**Directions**
Nothing but the pictures should be dropped when the records are transcribed word for word.

Collected data entries:

=== Begin Enclosure ===

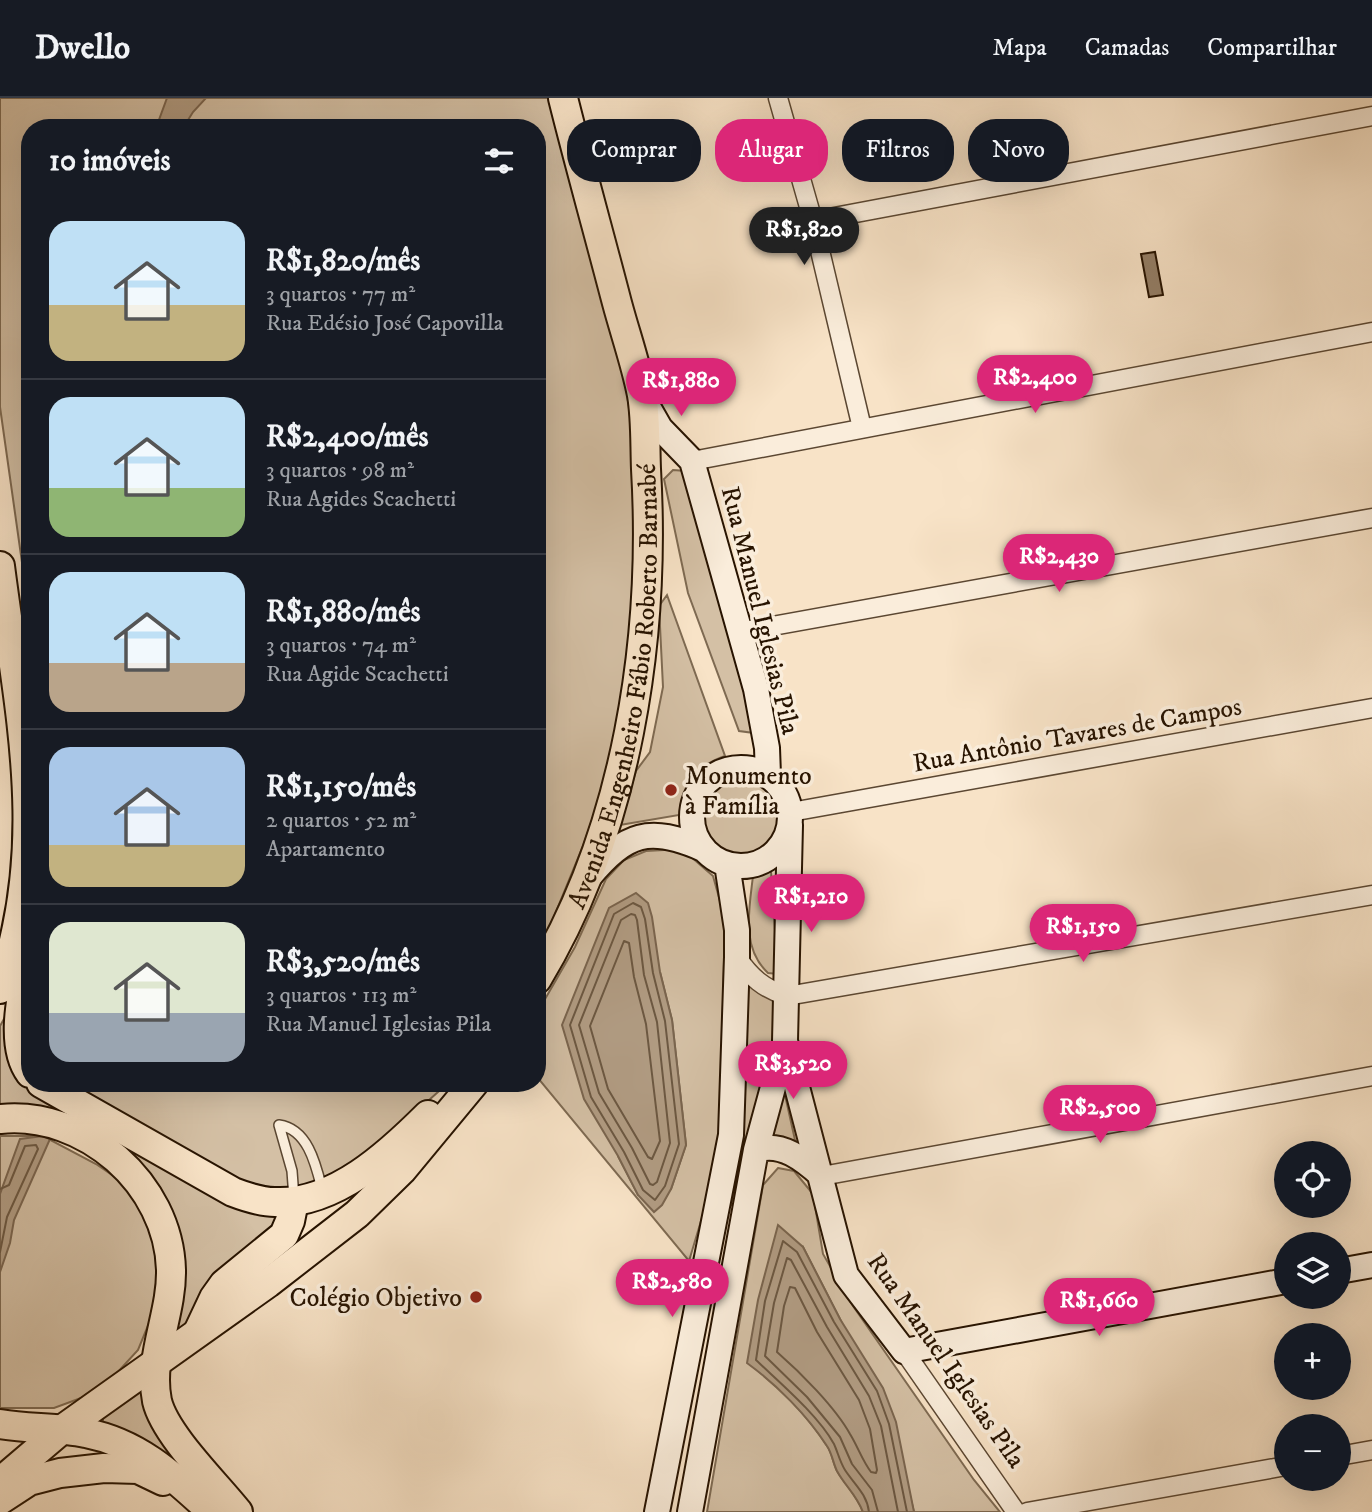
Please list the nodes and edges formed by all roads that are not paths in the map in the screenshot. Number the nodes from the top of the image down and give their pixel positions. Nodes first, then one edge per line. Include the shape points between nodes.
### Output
1 (563, 98) edge
2 (778, 98) edge
3 (1372, 116) edge
4 (813, 221) junction
5 (1372, 332) edge
6 (642, 396) junction
7 (862, 428) junction
8 (692, 461) junction
9 (1372, 518) edge
10 (0, 566) edge
11 (738, 632) junction
12 (1372, 708) edge
13 (21, 720) edge
14 (768, 775) junction
15 (790, 818) junction
16 (703, 849) junction
17 (727, 864) junction
18 (586, 880) junction
19 (1372, 895) edge
20 (21, 916) edge
21 (737, 957) junction
22 (546, 962) edge
23 (0, 989) edge
24 (788, 996) junction
25 (21, 1005) edge
26 (785, 1041) junction
27 (21, 1044) edge
28 (1372, 1076) edge
29 (57, 1092) edge
30 (449, 1092) edge
31 (467, 1092) edge
32 (0, 1119) edge
33 (756, 1150) junction
34 (821, 1176) junction
35 (324, 1193) junction
36 (294, 1201) junction
37 (1372, 1265) edge
38 (1351, 1269) edge
39 (1274, 1283) edge
40 (197, 1335) junction
41 (904, 1351) junction
42 (156, 1362) junction
43 (0, 1424) edge
44 (60, 1431) junction
45 (1372, 1450) edge
46 (1351, 1454) edge
47 (104, 1468) junction
48 (1274, 1468) edge
49 (0, 1482) edge
50 (0, 1500) edge
51 (212, 1512) edge
52 (238, 1512) edge
53 (657, 1512) edge
54 (690, 1512) edge
55 (1016, 1512) edge
56 (1027, 1512) edge

1 - 6 main road, Avenida Engenheiro Fábio Roberto Barnabé
2 - 4 street
3 - 4 street
4 - 7 street
5 - 7 street
6 - 8 street via 660,428
6 - 18 main road, Avenida Engenheiro Fábio Roberto Barnabé via 649,510 638,676 631,726
7 - 8 street
8 - 11 street, Rua Manuel Iglesias Pila
9 - 11 street
10 - 13 main road
11 - 14 street, Rua Manuel Iglesias Pila via 758,701
12 - 15 street, Rua Antônio Tavares de Campos
14 - 15 street via 787,797
14 - 16 street via 747,768 724,770 706,782 694,801 692,823
15 - 17 street via 786,838 764,861 746,866
15 - 24 street, Rua Manuel Iglesias Pila
16 - 17 street
16 - 18 street via 665,835 635,839 608,854
17 - 21 street
18 - 22 main road, Avenida Engenheiro Fábio Roberto Barnabé
19 - 24 street
20 - 23 main road
21 - 24 street via 760,984
21 - 53 street via 731,1135
24 - 26 street, Rua Manuel Iglesias Pila
25 - 27 main road
26 - 33 street
26 - 34 street, Rua Manuel Iglesias Pila
28 - 34 street
29 - 36 main road via 233,1192 275,1202
30 - 35 main road via 405,1138
31 - 40 main road via 402,1170 357,1214
32 - 42 main road via 40,1119 85,1138 111,1153 147,1191 166,1234 171,1272
33 - 34 street via 766,1146 802,1158
33 - 54 street
34 - 41 street, Rua Manuel Iglesias Pila via 846,1275
35 - 36 main road
35 - 36 lane via 300,1135 279,1125 292,1171
36 - 40 main road via 284,1235 224,1284
37 - 38 street
39 - 41 street
40 - 42 main road
41 - 55 street, Rua Manuel Iglesias Pila
42 - 44 main road
42 - 52 main road via 158,1404 169,1425
43 - 44 main road
44 - 47 main road
44 - 49 main road
44 - 51 main road via 106,1438 146,1455
45 - 46 street
47 - 50 main road via 29,1482
47 - 51 main road via 138,1469 153,1475
48 - 56 street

=== End Enclosure ===

**Solution for this exercise**
Please list the nodes and edges formed by all roads that are not paths in the map in the screenshot. Number the nodes from the top of the image down and give their pixel positions. Nodes first, then one edge per line. Include the shape points between nodes.
### Output
1 (563, 98) edge
2 (778, 98) edge
3 (1372, 116) edge
4 (813, 221) junction
5 (1372, 332) edge
6 (642, 396) junction
7 (862, 428) junction
8 (692, 461) junction
9 (1372, 518) edge
10 (0, 566) edge
11 (738, 632) junction
12 (1372, 708) edge
13 (21, 720) edge
14 (768, 775) junction
15 (790, 818) junction
16 (703, 849) junction
17 (727, 864) junction
18 (586, 880) junction
19 (1372, 895) edge
20 (21, 916) edge
21 (737, 957) junction
22 (546, 962) edge
23 (0, 989) edge
24 (788, 996) junction
25 (21, 1005) edge
26 (785, 1041) junction
27 (21, 1044) edge
28 (1372, 1076) edge
29 (57, 1092) edge
30 (449, 1092) edge
31 (467, 1092) edge
32 (0, 1119) edge
33 (756, 1150) junction
34 (821, 1176) junction
35 (324, 1193) junction
36 (294, 1201) junction
37 (1372, 1265) edge
38 (1351, 1269) edge
39 (1274, 1283) edge
40 (197, 1335) junction
41 (904, 1351) junction
42 (156, 1362) junction
43 (0, 1424) edge
44 (60, 1431) junction
45 (1372, 1450) edge
46 (1351, 1454) edge
47 (104, 1468) junction
48 (1274, 1468) edge
49 (0, 1482) edge
50 (0, 1500) edge
51 (212, 1512) edge
52 (238, 1512) edge
53 (657, 1512) edge
54 (690, 1512) edge
55 (1016, 1512) edge
56 (1027, 1512) edge

1 - 6 main road, Avenida Engenheiro Fábio Roberto Barnabé
2 - 4 street
3 - 4 street
4 - 7 street
5 - 7 street
6 - 8 street via 660,428
6 - 18 main road, Avenida Engenheiro Fábio Roberto Barnabé via 649,510 638,676 631,726
7 - 8 street
8 - 11 street, Rua Manuel Iglesias Pila
9 - 11 street
10 - 13 main road
11 - 14 street, Rua Manuel Iglesias Pila via 758,701
12 - 15 street, Rua Antônio Tavares de Campos
14 - 15 street via 787,797
14 - 16 street via 747,768 724,770 706,782 694,801 692,823
15 - 17 street via 786,838 764,861 746,866
15 - 24 street, Rua Manuel Iglesias Pila
16 - 17 street
16 - 18 street via 665,835 635,839 608,854
17 - 21 street
18 - 22 main road, Avenida Engenheiro Fábio Roberto Barnabé
19 - 24 street
20 - 23 main road
21 - 24 street via 760,984
21 - 53 street via 731,1135
24 - 26 street, Rua Manuel Iglesias Pila
25 - 27 main road
26 - 33 street
26 - 34 street, Rua Manuel Iglesias Pila
28 - 34 street
29 - 36 main road via 233,1192 275,1202
30 - 35 main road via 405,1138
31 - 40 main road via 402,1170 357,1214
32 - 42 main road via 40,1119 85,1138 111,1153 147,1191 166,1234 171,1272
33 - 34 street via 766,1146 802,1158
33 - 54 street
34 - 41 street, Rua Manuel Iglesias Pila via 846,1275
35 - 36 main road
35 - 36 lane via 300,1135 279,1125 292,1171
36 - 40 main road via 284,1235 224,1284
37 - 38 street
39 - 41 street
40 - 42 main road
41 - 55 street, Rua Manuel Iglesias Pila
42 - 44 main road
42 - 52 main road via 158,1404 169,1425
43 - 44 main road
44 - 47 main road
44 - 49 main road
44 - 51 main road via 106,1438 146,1455
45 - 46 street
47 - 50 main road via 29,1482
47 - 51 main road via 138,1469 153,1475
48 - 56 street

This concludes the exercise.